Every environmental decision has pros and cons, even the decision to do nothing.
ENVIRONMENTAL DECISIONS
Environmental Balance is important if mankind is truly to make the most of the earth inherited from its forefathers.
Every environmental choice has plusses and minuses. These should be dispassionately weighed by the best and the brightest so that society benefits to the maximum. All related plusses and minuses must be weighed, if the best decisions are to be made.
After a lifetime of engineering work, the author is mighty disappointed to find that many environmental issues are resolved by raw emotion and popularity polls, with little regard for the actual science of the matter.
The author chose engineering for his life's work because he wanted to apply science to improve the world.

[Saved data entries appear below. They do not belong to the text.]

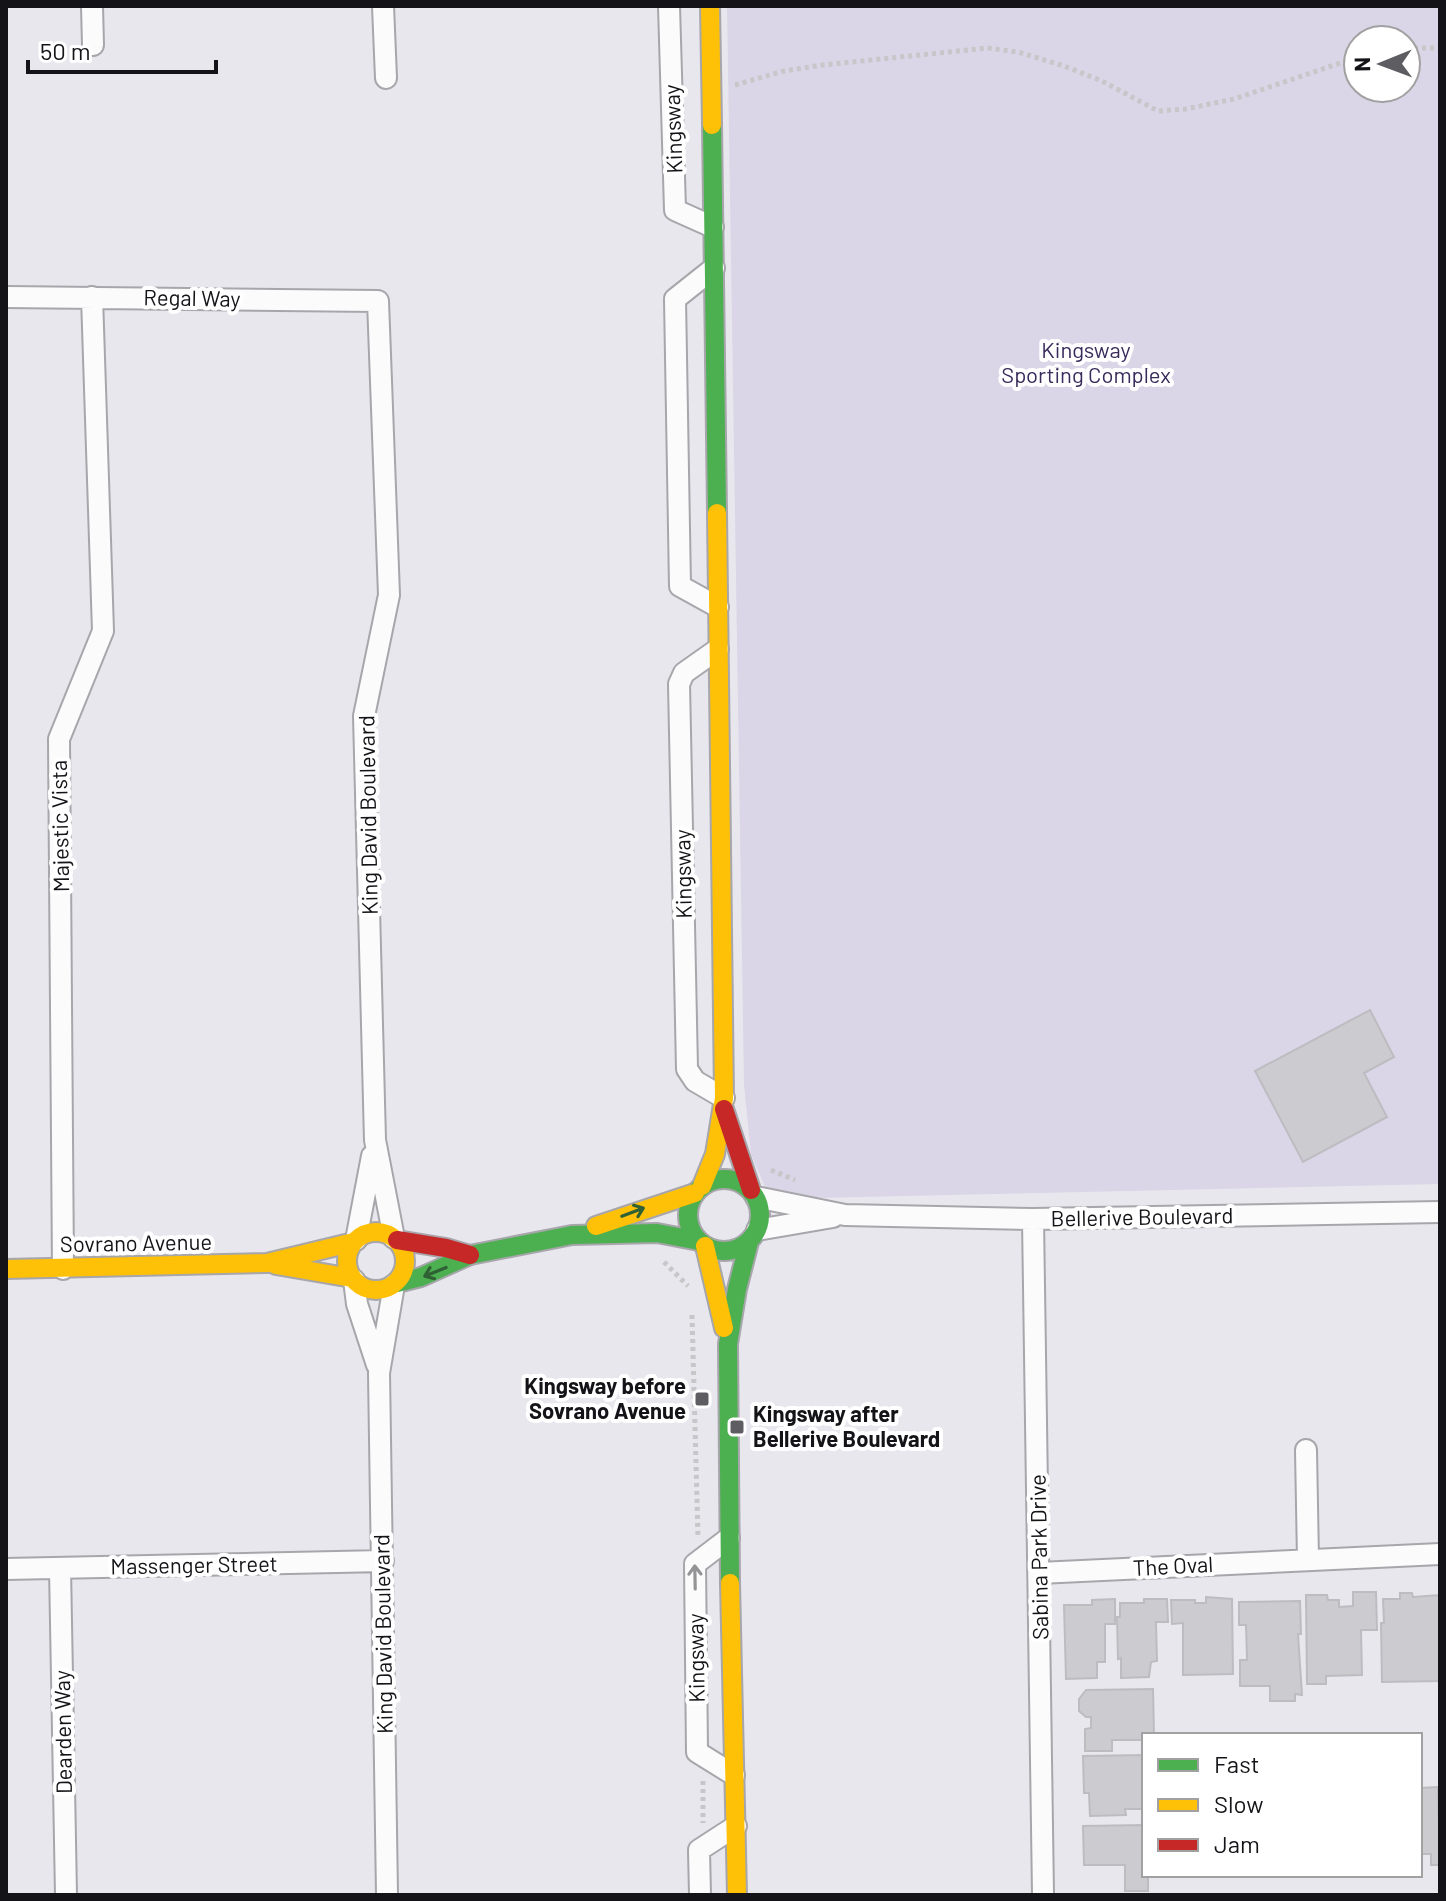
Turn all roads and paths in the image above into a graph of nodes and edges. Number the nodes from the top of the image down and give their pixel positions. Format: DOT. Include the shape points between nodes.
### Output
graph roads {
  1 [pos="92,6"];
  2 [pos="383,6"];
  3 [pos="669,6"];
  4 [pos="710,6"];
  5 [pos="93,45"];
  6 [pos="1342,62"];
  7 [pos="386,78"];
  8 [pos="727,87"];
  9 [pos="713,227"];
  10 [pos="714,268"];
  11 [pos="6,297"];
  12 [pos="92,297"];
  13 [pos="378,301"];
  14 [pos="718,607"];
  15 [pos="718,649"];
  16 [pos="724,1103"];
  17 [pos="375,1140"];
  18 [pos="699,1190"];
  19 [pos="753,1193"];
  20 [pos="1440,1212"];
  21 [pos="845,1215"];
  22 [pos="1033,1219"];
  23 [pos="657,1233"];
  24 [pos="572,1235"];
  25 [pos="753,1236"];
  26 [pos="396,1239"];
  27 [pos="355,1241"];
  28 [pos="702,1244"];
  29 [pos="470,1255"];
  30 [pos="267,1263"];
  31 [pos="6,1269"];
  32 [pos="63,1269"];
  33 [pos="353,1279"];
  34 [pos="396,1284"];
  35 [pos="691,1291"];
  36 [pos="692,1306"];
  37 [pos="728,1344"];
  38 [pos="379,1373"];
  39 [pos="1306,1450"];
  40 [pos="729,1538"];
  41 [pos="1440,1554"];
  42 [pos="700,1560"];
  43 [pos="1308,1560"];
  44 [pos="383,1561"];
  45 [pos="60,1568"];
  46 [pos="6,1569"];
  47 [pos="1039,1573"];
  48 [pos="703,1756"];
  49 [pos="734,1775"];
  50 [pos="736,1826"];
  51 [pos="704,1847"];
  52 [pos="66,1895"];
  53 [pos="387,1895"];
  54 [pos="700,1895"];
  55 [pos="737,1895"];
  56 [pos="1041,1895"];
  1 -- 5 [label="street"];
  2 -- 7 [label="street"];
  3 -- 9 [label="street, Kingsway" via="675,210"];
  4 -- 9 [label="main road, Kingsway"];
  6 -- 8 [label="path" via="1234,99 1158,111 1064,66 987,48 823,65"];
  9 -- 10 [label="main road, Kingsway"];
  10 -- 14 [label="main road, Kingsway"];
  10 -- 14 [label="street" via="675,299 675,315 680,586"];
  11 -- 12 [label="street, Regal Way"];
  12 -- 13 [label="street, Regal Way"];
  12 -- 32 [label="street, Majestic Vista" via="103,631 59,739"];
  13 -- 17 [label="street, King David Boulevard" via="389,595 364,716"];
  14 -- 15 [label="main road, Kingsway"];
  15 -- 16 [label="main road, Kingsway"];
  15 -- 16 [label="street, Kingsway" via="684,673 679,684 687,1069"];
  16 -- 18 [label="main road, Kingsway" via="715,1154"];
  16 -- 19 [label="main road, Kingsway"];
  17 -- 26 [label="street, King David Boulevard"];
  17 -- 27 [label="street, King David Boulevard"];
  18 -- 19 [label="main road" via="727,1179"];
  24 -- 18 [label="main road, one-way"];
  18 -- 28 [label="main road, Kingsway" via="688,1213"];
  19 -- 21 [label="street, Bellerive Boulevard"];
  19 -- 25 [label="main road, Kingsway" via="761,1214"];
  20 -- 22 [label="street, Bellerive Boulevard"];
  21 -- 22 [label="street, Bellerive Boulevard"];
  21 -- 25 [label="street, Bellerive Boulevard"];
  22 -- 47 [label="street, Sabina Park Drive"];
  23 -- 24 [label="main road"];
  23 -- 28 [label="main road"];
  23 -- 35 [label="path" via="659,1256"];
  24 -- 29 [label="main road"];
  25 -- 28 [label="main road" via="733,1251"];
  25 -- 37 [label="main road, Kingsway"];
  26 -- 27 [label="main road" via="375,1232"];
  26 -- 29 [label="main road"];
  26 -- 34 [label="main road" via="406,1261"];
  27 -- 30 [label="main road, Sovrano Avenue"];
  27 -- 33 [label="main road" via="347,1257"];
  28 -- 37 [label="main road, Kingsway"];
  29 -- 34 [label="main road, one-way"];
  30 -- 32 [label="main road, Sovrano Avenue"];
  30 -- 33 [label="main road, Sovrano Avenue"];
  31 -- 32 [label="main road, Sovrano Avenue"];
  33 -- 34 [label="main road" via="373,1291"];
  33 -- 38 [label="street, King David Boulevard"];
  34 -- 38 [label="street, King David Boulevard"];
  36 -- 42 [label="path"];
  37 -- 40 [label="main road, Kingsway"];
  38 -- 44 [label="street, King David Boulevard"];
  39 -- 43 [label="street"];
  40 -- 42 [label="street"];
  40 -- 49 [label="main road, Kingsway"];
  41 -- 43 [label="street, The Oval"];
  48 -- 42 [label="street, Kingsway, one-way" via="697,1752 695,1564"];
  43 -- 47 [label="street, The Oval"];
  44 -- 45 [label="street, Massenger Street"];
  44 -- 53 [label="street, King David Boulevard"];
  45 -- 46 [label="street, Massenger Street"];
  45 -- 52 [label="street, Dearden Way"];
  47 -- 56 [label="street, Sabina Park Drive"];
  48 -- 49 [label="street"];
  48 -- 51 [label="path"];
  49 -- 50 [label="main road, Kingsway"];
  50 -- 51 [label="street"];
  50 -- 55 [label="main road, Kingsway"];
  51 -- 54 [label="street" via="699,1850"];
}
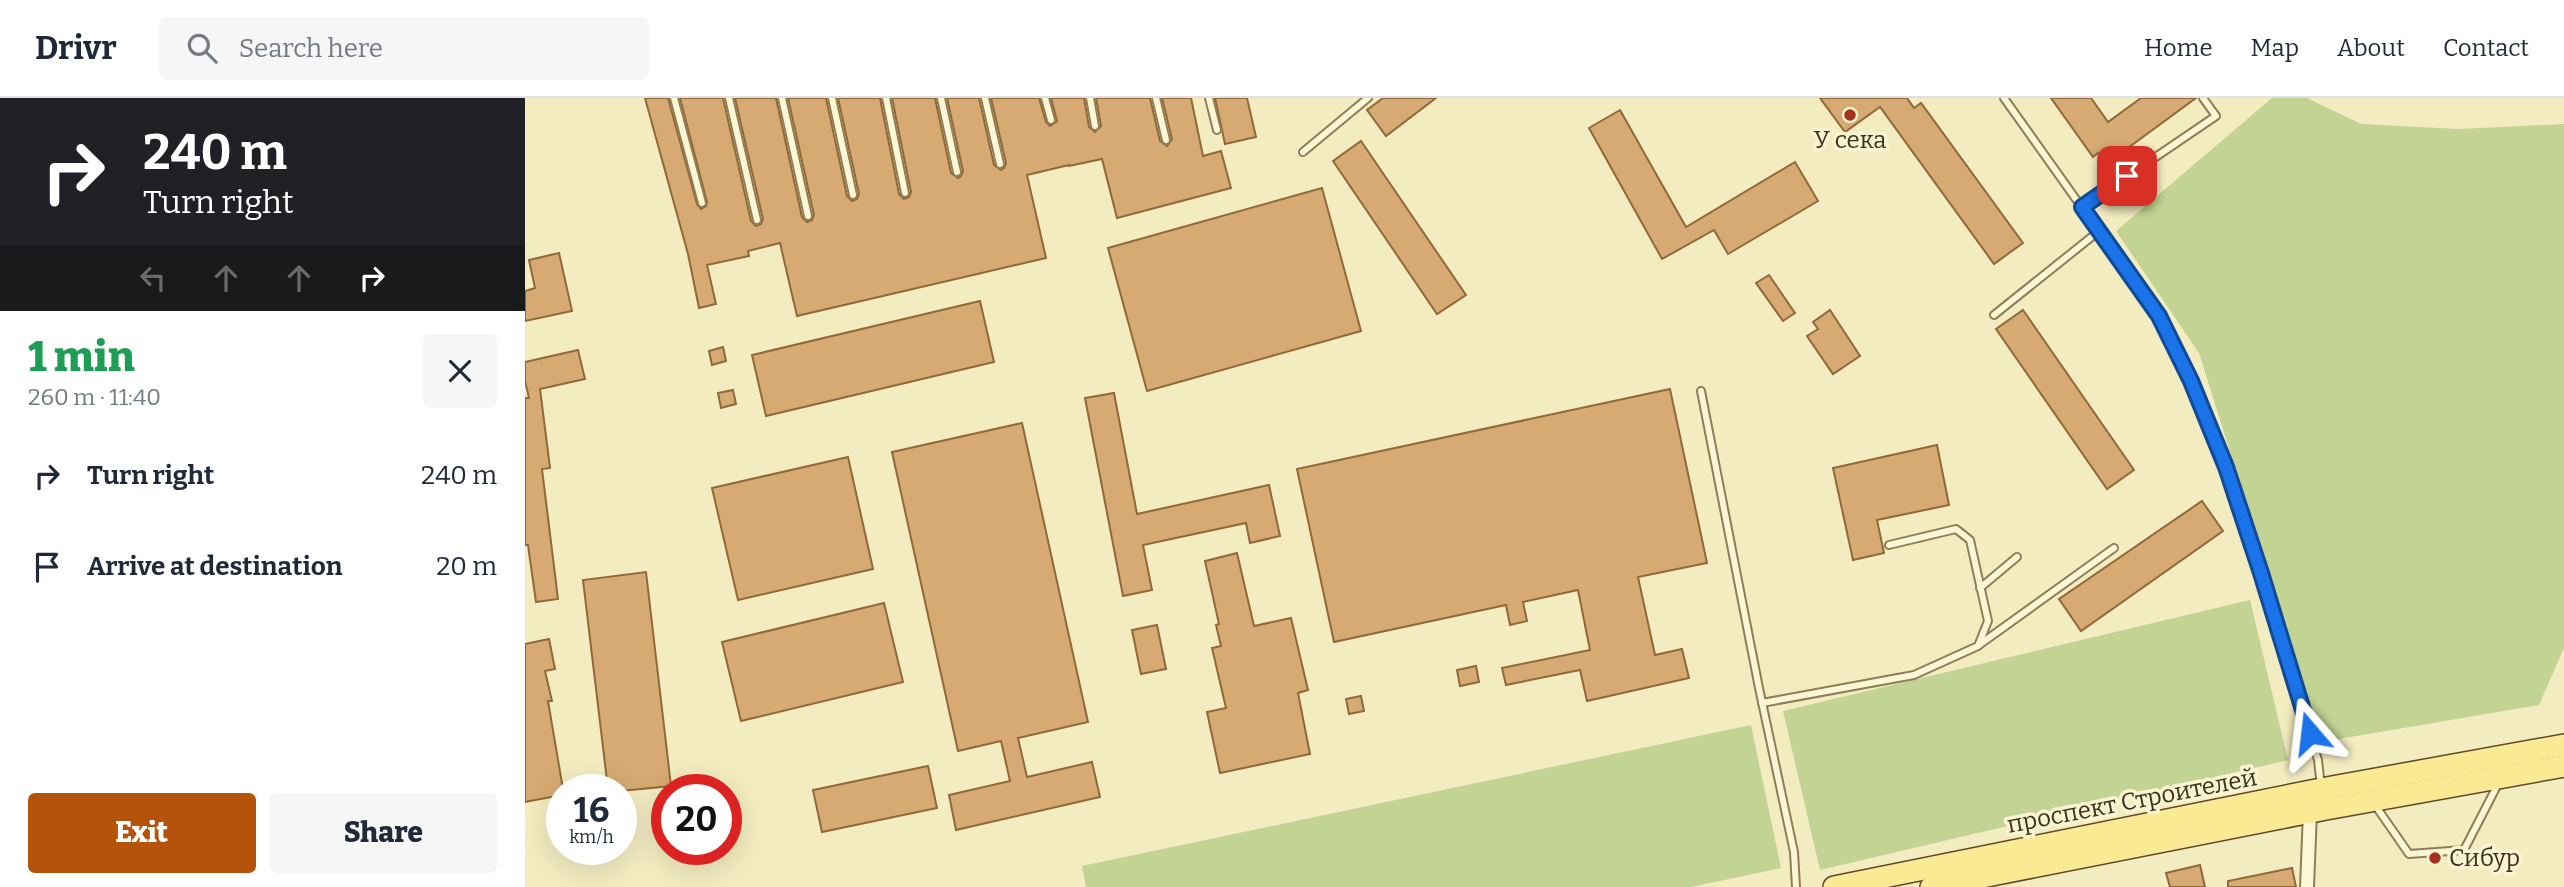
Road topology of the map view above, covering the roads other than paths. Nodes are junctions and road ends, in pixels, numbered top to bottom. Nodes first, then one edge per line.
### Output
1 (674, 98) edge
2 (729, 98) edge
3 (782, 98) edge
4 (832, 98) edge
5 (885, 98) edge
6 (941, 98) edge
7 (985, 98) edge
8 (1045, 98) edge
9 (1090, 98) edge
10 (1156, 98) edge
11 (1209, 98) edge
12 (1368, 98) edge
13 (2004, 98) edge
14 (2203, 98) edge
15 (1051, 120) dead end
16 (1095, 126) dead end
17 (1217, 130) dead end
18 (1166, 140) dead end
19 (1303, 152) dead end
20 (1000, 164) dead end
21 (957, 172) dead end
22 (905, 193) dead end
23 (853, 195) dead end
24 (702, 203) dead end
25 (2082, 207) junction
26 (808, 216) dead end
27 (757, 220) dead end
28 (2099, 231) junction
29 (1994, 315) dead end
30 (1701, 391) dead end
31 (1889, 545) dead end
32 (2114, 548) dead end
33 (2017, 557) dead end
34 (1980, 588) junction
35 (1978, 646) junction
36 (1762, 703) junction
37 (2564, 745) edge
38 (2564, 766) edge
39 (2501, 777) junction
40 (2372, 801) junction
41 (2319, 803) junction
42 (1796, 887) edge
43 (1834, 887) edge
44 (1931, 887) edge
45 (2307, 887) edge

1 - 24 lane
2 - 27 lane
3 - 26 lane
4 - 23 lane
5 - 22 lane
6 - 21 lane
7 - 20 lane
8 - 15 lane
9 - 16 lane
10 - 18 lane
11 - 17 lane
12 - 19 lane
13 - 25 lane
14 - 25 lane
25 - 28 lane
28 - 29 lane
28 - 41 lane
30 - 36 lane
31 - 34 lane
32 - 35 lane
33 - 34 lane
34 - 35 lane
35 - 36 lane
36 - 42 lane
37 - 41 main road, проспект Строителей
38 - 39 main road, проспект Строителей
39 - 40 main road, проспект Строителей
39 - 40 lane
40 - 41 main road, проспект Строителей
41 - 43 main road, проспект Строителей
41 - 44 main road, проспект Строителей
41 - 45 street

Instead, he has found the disgruntled, unqualified "Jon Doe" winning public environmental debates with emotional appeals and nonsense. Many times "Jon Doe" simply wants to keep anything new from being built "next door," with no regard for its worth to the community.
Anecdotes are often proffered as evidence during the heat of passionate public debate over new environmental processes. Such anecdotes, ("my father moved to Florida and died because he was living next to an incinerator") are intended to paint various environmental courses as unsafe, when in fact the anecdote may have almost no relationship to the situation cited, or the decision at hand. When specific anecdotal evidence is investigated, it often turns out that the "father" was elderly when he retired to Florida, that he smoked his entire life, that the incinerator "next door" was actually miles away with highways and exhaust pollution in between, that he lived there for years, and that he died of really old age.
Individual anecdotes should be disregarded during the debate over important environmental choices. Only soundly documented studies of all the factors involved in a similar situation should be weighed when such weighty matters are "before the board."
It is all too natural for potential neighbors to resist the implementation of any new environmental facility near their homes. It is all too natural for them to exaggerate their anecdotes in the process. Decision making boards must be on guard against such input if they hope to make the correct decisions.
It is the author's hope that this website can contribute to general public understanding of many environmental issues with which the author has worked over the years, and that some existing regulations and policies might be reexamined, reconsidered, and re-regulated to provide for a better future environment.